### [EXERCISE GOAL]
Select from the data all lines with the word "Lenggong".

### [RECORD EXTRACTS]
--- --- ---

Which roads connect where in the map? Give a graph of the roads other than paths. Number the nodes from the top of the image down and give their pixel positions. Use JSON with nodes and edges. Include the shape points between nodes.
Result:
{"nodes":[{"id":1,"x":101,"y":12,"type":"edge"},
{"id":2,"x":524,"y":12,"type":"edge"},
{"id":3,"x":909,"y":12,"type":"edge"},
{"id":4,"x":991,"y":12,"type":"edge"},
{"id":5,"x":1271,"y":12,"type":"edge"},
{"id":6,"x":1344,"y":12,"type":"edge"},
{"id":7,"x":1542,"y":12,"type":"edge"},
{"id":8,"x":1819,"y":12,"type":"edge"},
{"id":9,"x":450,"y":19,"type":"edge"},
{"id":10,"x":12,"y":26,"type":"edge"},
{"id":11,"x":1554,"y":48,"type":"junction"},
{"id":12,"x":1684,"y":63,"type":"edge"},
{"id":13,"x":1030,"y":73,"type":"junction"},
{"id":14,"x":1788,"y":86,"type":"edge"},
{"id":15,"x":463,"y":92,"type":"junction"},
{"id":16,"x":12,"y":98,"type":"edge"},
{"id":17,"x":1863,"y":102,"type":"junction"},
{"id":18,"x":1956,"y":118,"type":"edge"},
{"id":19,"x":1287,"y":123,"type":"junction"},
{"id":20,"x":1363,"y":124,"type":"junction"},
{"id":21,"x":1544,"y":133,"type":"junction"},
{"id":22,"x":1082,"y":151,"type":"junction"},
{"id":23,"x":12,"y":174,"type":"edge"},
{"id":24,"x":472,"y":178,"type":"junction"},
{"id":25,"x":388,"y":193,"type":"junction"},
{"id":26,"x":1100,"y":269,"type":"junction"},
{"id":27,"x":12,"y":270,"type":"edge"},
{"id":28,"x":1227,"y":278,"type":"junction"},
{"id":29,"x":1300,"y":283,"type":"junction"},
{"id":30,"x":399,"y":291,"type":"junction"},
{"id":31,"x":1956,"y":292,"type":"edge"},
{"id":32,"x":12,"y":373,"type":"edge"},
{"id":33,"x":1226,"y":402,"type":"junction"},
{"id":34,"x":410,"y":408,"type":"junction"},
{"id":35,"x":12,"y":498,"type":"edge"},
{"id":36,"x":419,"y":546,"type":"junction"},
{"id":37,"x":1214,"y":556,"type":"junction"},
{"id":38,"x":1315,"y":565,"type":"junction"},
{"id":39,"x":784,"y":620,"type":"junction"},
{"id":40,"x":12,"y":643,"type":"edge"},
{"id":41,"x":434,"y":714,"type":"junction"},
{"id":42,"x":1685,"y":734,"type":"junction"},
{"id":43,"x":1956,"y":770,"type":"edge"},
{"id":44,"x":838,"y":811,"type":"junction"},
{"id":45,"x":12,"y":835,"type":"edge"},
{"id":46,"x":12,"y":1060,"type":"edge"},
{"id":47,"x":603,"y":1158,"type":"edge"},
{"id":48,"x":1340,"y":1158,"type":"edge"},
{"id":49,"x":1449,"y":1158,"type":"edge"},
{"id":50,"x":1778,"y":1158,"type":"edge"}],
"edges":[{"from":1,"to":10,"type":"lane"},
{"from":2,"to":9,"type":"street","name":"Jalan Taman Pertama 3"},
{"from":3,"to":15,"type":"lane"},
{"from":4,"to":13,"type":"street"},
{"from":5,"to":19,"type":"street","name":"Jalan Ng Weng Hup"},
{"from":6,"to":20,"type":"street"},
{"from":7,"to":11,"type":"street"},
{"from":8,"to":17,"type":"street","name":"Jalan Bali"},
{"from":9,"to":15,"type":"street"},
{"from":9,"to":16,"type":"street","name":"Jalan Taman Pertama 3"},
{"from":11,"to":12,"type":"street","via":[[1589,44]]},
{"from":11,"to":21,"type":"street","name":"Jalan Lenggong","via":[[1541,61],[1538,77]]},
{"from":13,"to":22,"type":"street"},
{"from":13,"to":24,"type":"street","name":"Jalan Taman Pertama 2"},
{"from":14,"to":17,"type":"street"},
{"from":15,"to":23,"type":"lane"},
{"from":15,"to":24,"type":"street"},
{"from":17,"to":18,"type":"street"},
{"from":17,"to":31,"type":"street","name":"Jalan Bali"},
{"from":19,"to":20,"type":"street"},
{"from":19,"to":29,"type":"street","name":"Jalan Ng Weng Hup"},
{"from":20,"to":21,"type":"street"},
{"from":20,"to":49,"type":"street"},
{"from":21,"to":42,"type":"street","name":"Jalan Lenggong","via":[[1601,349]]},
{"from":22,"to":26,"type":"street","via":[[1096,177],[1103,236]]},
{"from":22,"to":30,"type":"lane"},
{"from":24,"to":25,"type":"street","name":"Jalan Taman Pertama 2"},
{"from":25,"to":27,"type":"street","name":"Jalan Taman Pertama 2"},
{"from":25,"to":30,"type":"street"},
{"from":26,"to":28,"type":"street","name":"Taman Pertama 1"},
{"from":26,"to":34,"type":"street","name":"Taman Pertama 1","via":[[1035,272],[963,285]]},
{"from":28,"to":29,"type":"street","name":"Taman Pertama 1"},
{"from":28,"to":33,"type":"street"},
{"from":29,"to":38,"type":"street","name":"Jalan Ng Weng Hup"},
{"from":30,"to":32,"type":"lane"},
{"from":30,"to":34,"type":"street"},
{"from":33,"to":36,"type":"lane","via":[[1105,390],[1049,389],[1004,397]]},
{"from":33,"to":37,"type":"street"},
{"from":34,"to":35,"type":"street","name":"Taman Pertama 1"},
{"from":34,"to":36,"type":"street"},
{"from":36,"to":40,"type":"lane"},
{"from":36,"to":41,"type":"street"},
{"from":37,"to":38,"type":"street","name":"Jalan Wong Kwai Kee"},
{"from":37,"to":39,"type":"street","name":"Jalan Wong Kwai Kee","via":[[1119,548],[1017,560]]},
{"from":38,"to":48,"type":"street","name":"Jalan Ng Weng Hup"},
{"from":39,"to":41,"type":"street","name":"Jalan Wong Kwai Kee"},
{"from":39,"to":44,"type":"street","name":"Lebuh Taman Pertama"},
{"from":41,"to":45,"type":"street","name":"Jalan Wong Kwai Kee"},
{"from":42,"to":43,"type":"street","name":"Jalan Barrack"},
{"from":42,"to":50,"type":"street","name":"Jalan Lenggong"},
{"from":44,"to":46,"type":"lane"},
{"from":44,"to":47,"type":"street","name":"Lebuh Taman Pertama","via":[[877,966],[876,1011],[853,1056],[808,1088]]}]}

--- --- ---

### [ANSWER]
{"from":11,"to":21,"type":"street","name":"Jalan Lenggong","via":[[1541,61],[1538,77]]},
{"from":21,"to":42,"type":"street","name":"Jalan Lenggong","via":[[1601,349]]},
{"from":42,"to":50,"type":"street","name":"Jalan Lenggong"},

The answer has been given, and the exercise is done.